When #5 Turns 5:: 5 Motherhood Lessons I’ve Learned

Ihave a bruise on the top of my forehead today where a child dropped a back-scratcher-doubling-as-a-baton on my face while I was lying down. There’s a scar on my lower abdomen that basically looks like the pale, wrinkled version of the “meh” emoji. And I can’t even remember the last time I wasn’t tired.

B​ut I wouldn’t trade it for anything.

M​y kids didn’t come right away. I begged God for them for years. Begged. For years. Trust me, it wasn’t pretty. And now, on those days when I hear things like the whiney sounds of, “Mom! He called me the ‘d’ word!” and I know they just mean “dumb” and I want to roll my eyes, but I pretend like it’s a bigger deal than that because I want to teach them to be kind, I remind myself of that solitary truth:: I begged for this.

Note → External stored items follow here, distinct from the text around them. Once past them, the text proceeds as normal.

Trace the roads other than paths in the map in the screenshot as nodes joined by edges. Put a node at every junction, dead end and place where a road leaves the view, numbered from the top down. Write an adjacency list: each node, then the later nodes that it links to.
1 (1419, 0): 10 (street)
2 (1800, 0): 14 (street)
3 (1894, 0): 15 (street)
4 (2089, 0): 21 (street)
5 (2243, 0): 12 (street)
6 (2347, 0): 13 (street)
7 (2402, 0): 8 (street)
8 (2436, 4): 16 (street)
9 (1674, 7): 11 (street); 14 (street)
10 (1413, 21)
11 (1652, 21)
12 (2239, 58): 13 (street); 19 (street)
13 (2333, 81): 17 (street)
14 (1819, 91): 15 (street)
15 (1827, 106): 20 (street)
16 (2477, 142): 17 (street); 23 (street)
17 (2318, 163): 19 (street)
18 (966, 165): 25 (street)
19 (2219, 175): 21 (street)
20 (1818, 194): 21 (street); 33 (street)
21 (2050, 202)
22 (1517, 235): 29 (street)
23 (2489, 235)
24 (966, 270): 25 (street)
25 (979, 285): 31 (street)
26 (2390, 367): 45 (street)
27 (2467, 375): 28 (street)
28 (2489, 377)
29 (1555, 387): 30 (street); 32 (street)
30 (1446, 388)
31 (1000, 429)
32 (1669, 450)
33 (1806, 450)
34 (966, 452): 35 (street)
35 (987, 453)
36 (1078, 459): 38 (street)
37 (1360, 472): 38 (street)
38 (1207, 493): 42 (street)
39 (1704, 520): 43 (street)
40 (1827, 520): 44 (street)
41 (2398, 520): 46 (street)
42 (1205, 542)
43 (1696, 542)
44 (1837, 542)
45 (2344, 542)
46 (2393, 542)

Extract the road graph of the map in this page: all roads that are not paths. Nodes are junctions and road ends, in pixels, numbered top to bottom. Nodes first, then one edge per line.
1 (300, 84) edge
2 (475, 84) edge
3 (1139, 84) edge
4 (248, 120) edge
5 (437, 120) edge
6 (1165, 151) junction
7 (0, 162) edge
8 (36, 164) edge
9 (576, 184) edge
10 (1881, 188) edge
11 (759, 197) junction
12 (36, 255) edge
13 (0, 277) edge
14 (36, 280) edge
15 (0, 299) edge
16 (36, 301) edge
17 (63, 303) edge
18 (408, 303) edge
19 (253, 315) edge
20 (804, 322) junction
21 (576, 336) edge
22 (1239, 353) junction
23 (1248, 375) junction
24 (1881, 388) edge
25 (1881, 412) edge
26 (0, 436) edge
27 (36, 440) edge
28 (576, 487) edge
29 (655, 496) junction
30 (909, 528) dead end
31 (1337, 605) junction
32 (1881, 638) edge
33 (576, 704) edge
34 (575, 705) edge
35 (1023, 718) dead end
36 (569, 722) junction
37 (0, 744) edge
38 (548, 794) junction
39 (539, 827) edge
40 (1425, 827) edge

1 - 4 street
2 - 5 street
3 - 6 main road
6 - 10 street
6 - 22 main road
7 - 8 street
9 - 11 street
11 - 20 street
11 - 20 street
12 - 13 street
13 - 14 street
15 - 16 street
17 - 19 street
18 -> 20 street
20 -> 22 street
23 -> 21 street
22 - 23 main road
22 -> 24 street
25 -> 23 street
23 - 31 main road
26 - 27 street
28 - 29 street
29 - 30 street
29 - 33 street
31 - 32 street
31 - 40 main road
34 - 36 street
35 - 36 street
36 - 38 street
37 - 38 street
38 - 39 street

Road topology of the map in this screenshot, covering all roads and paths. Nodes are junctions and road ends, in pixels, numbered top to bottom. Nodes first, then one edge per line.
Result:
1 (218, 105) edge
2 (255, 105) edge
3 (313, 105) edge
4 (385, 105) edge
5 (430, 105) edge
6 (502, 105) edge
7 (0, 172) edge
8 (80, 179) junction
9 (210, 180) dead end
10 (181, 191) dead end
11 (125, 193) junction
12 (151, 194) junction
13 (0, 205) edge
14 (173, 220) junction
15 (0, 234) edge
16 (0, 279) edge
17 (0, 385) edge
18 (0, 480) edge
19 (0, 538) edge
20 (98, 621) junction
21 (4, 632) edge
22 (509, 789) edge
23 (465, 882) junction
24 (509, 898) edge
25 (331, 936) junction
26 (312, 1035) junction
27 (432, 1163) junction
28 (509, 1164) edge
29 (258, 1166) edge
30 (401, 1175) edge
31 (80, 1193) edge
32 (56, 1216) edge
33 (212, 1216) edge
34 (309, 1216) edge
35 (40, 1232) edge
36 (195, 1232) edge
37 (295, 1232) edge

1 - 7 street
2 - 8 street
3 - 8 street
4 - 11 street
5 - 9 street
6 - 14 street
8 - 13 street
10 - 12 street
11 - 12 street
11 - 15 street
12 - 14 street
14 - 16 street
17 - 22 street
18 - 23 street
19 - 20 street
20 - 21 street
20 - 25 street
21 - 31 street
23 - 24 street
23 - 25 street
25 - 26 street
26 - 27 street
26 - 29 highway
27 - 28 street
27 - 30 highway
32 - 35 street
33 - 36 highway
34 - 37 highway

Y​ou know how sometimes on a computer you click on an icon and nothing happens, so you click on it again? And if you’re me and really impatient, you click on it again and again? Well, that basically describes me wishing, hoping, pleading for children. Click. Double click. Click–Click–Click. And when they came? Yup, just like the computer programs:: after the delay, they all popped up at once. I had twins first. 15 months later, our third son came. And a mere two years later baby boy number four bounded into the world. Three years later our one and only girl joined the team. And now, my heart–not to mention our house–is full.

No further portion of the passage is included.